I flew the airline from Copenhagen to New York the beginning of July and had the worst service I have ever experienced during a flight. The plane was 3½ hours late. The flight attendant was just plain rude. He pointed to a piece of paper in the aisle and demanded to know who put it there, as if someone would deliberately throw paper in the aisle.
When he began a beverage service, a man was rummaging in the overhead bin, temporarily blocking his progress. With hand on hip, he chastised the man with, “You had six hours to get into that bin, and now you decide to get something out?”
My suitcase was not on the JFK carousel upon arrival, and there was no one available to report the loss to for half an hour. My suitcase was missing for a week, with no progress report despite my efforts to get information.
It was finally located, and it took a full week to get it from the East Coast to the West Coast. Total time without 18 days of packed clothes: two weeks.
I can understand that on any given flight, on any given airline, there can be unexpected problems. However, there were too many incidents of poor service on this flight to think that this was unusual.
Sue Peelle, Westlake Village
I agree, in most part, with Harris about her flight on Wow airlines. I flew round trip from LAX to Reykjavik, Iceland to Amsterdam. My savings, compared with other airlines, at the time, were substantial — almost half the cost of the other airlines.

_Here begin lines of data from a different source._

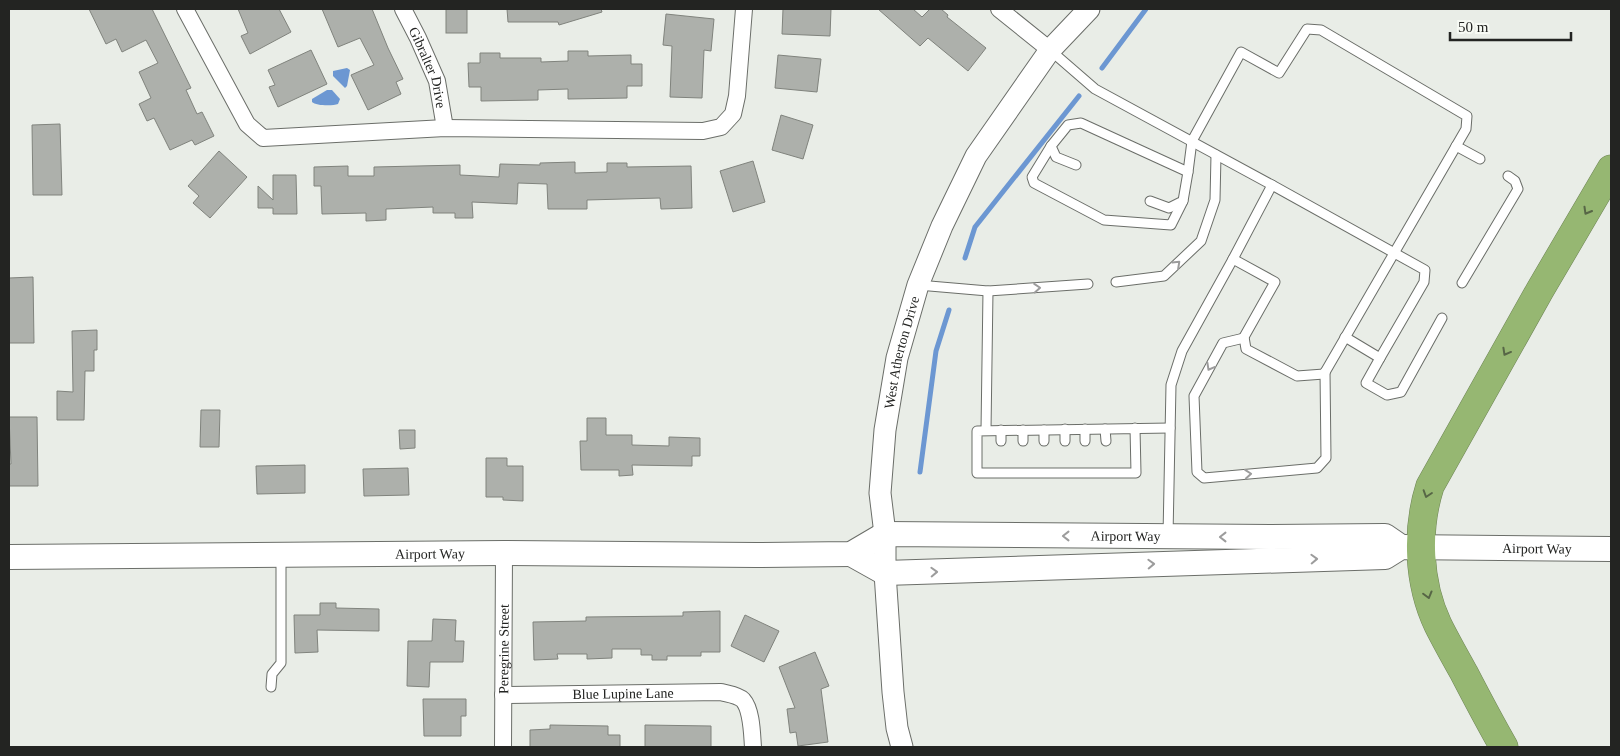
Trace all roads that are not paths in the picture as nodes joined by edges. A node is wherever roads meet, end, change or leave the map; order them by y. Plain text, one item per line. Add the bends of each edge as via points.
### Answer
1 (186, 9) edge
2 (403, 9) edge
3 (744, 9) edge
4 (999, 9) edge
5 (1089, 9) edge
6 (1050, 50) junction
7 (445, 128) junction
8 (1192, 141) junction
9 (1051, 146) junction
10 (1456, 146) junction
11 (1216, 155) junction
12 (1480, 159) dead end
13 (1076, 165) dead end
14 (1611, 169) edge
15 (1188, 172) junction
16 (1508, 176) dead end
17 (1272, 184) junction
18 (1150, 201) dead end
19 (1183, 201) junction
20 (1394, 252) junction
21 (1233, 259) junction
22 (1116, 282) dead end
23 (1462, 283) dead end
24 (1088, 284) dead end
25 (918, 285) junction
26 (988, 291) junction
27 (1442, 318) dead end
28 (1345, 337) junction
29 (1244, 338) junction
30 (1380, 358) junction
31 (1325, 372) junction
32 (1135, 428) junction
33 (1170, 428) junction
34 (1065, 429) junction
35 (1085, 429) junction
36 (1105, 429) junction
37 (986, 430) junction
38 (1001, 430) junction
39 (1023, 430) junction
40 (1044, 430) junction
41 (1001, 441) dead end
42 (1023, 441) dead end
43 (1044, 441) dead end
44 (1065, 441) dead end
45 (1085, 441) dead end
46 (1106, 441) dead end
47 (1000, 464) dead end
48 (1000, 473) junction
49 (885, 534) junction
50 (1168, 536) junction
51 (1411, 547) junction
52 (1611, 549) edge
53 (504, 553) junction
54 (852, 554) junction
55 (281, 555) junction
56 (9, 557) edge
57 (885, 573) junction
58 (271, 687) dead end
59 (502, 695) junction
60 (503, 747) edge
61 (753, 747) edge
62 (902, 747) edge
63 (1504, 747) edge

1 - 7 street via 247,124 263,138
2 - 7 street, Gibralter Drive via 437,81
3 - 7 street via 737,96 733,114 721,127 703,131
4 - 6 street
5 - 6 street, West Atherton Drive
6 - 8 lane via 1095,89
6 - 25 street, West Atherton Drive via 976,156
8 - 10 lane via 1241,52 1279,73 1306,29 1321,30 1467,116 1466,129
8 - 11 lane
8 - 15 lane
9 - 13 lane via 1056,157
9 - 15 lane via 1068,125 1081,124
9 - 19 lane via 1032,177 1034,183 1104,220 1171,225
10 - 12 lane
10 - 20 lane
11 - 17 lane
22 -> 11 lane via 1164,276 1202,241 1215,200
14 -> 51 highway via 1430,486
15 - 19 lane
16 - 23 lane via 1518,188
17 - 20 lane
17 - 21 lane
18 - 19 lane via 1169,208
20 - 28 lane
20 - 30 lane via 1425,270 1424,282
21 - 29 lane via 1275,282
21 - 33 lane via 1182,351 1171,385
26 -> 24 lane
25 - 26 lane
25 - 49 street, West Atherton Drive via 897,358 885,430 880,493
26 - 37 lane
27 - 30 lane via 1401,392 1387,395 1366,383
28 - 30 lane
28 - 31 lane
29 - 31 lane via 1246,349 1297,376
29 -> 31 lane via 1223,343 1194,396 1197,472 1204,478 1317,468 1326,458
32 - 33 lane
32 - 36 lane
32 - 48 lane via 1136,473 1106,469 1023,468
33 - 50 lane
34 - 35 lane
34 - 40 lane
34 - 44 lane
35 - 36 lane
35 - 45 lane
36 - 46 lane
37 - 38 lane
37 - 48 lane via 977,431 977,473
38 - 39 lane
38 - 41 lane
39 - 40 lane
39 - 42 lane
40 - 43 lane
47 - 48 lane
50 -> 49 main road, Airport Way
49 - 54 main road
49 - 57 street, West Atherton Drive
51 -> 50 main road, Airport Way via 1385,536
51 - 52 main road, Airport Way
57 -> 51 main road, Airport Way via 1385,557
51 -> 63 highway via 1438,624
53 - 54 main road, Airport Way
53 - 55 main road, Airport Way
53 - 59 street, Peregrine Street
54 - 57 main road
55 - 56 main road, Airport Way
55 - 58 lane via 281,663 272,674
57 - 62 street, West Atherton Drive via 893,692
59 - 60 street, Peregrine Street
59 - 61 street, Blue Lupine Lane via 721,692 743,700 748,710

I was willing to sacrifice comfort and convenience for the reduced fare. It worked for me.
Cathy Gardikas, Lakewood
Catharine Hamm’s Aug. 21 On the Spot column [“Ouch! This Airline Ride Is Hurting Me”] really touches a nerve about the ever-diminishing airline seat comfort in economy class.
I continue to experience the inhumane and nearly impossible seat and pitch dimensions the airlines are using. Just Google “airline seats” for a comprehensive study of the airline industry’s shrinking seat accommodations.
It’s not about weight and space as suggested in the article as designers “struggle” with dimensions. It’s all about how many passengers can be crammed into the tube for maximum profit.
The tortuous result is an uncomfortable and physically impossible seating space. Couple this with a reclining seat in your face and it only gets worse.
A recent 11-hour trip on a 747 from England was an example of tight, uncomfortable seats. I suppose I could save up a few more bucks and buy an extra 3 inches or, better yet, a business class area for thousands more. We should not have to pay for what should be a reasonable seat.
Hamm’s article mentions the many medical problems that can be encountered when a traveler is crammed for hours in a small area. I feel that flights of more than four hours should have seats with increased dimensions to ensure traveler comfort and to mitigate possible medical problems.
Additionally, reclining seats should not be allowed if no allowances are made for needed extra space. It is a maddening situation with no recourse.
Travelers need to complain to the airlines regarding this terrible packaging of passengers into their aircraft. Too bad we can’t revolt. They’ve got us nailed.
Tony Di Bona, San Diego
I enjoyed the article “Soothing Seas” [Aug. 21, by Catharine Hamm].
It reminded me of the delight I felt when I first put a stethoscope to a pregnant abdomen and heard the sound of blood rushing through the umbilical cord. It sounded like the ocean and immediately made me think that since it is the first sound we hear in our development, it would certainly make the ocean a familiar and soothing sound.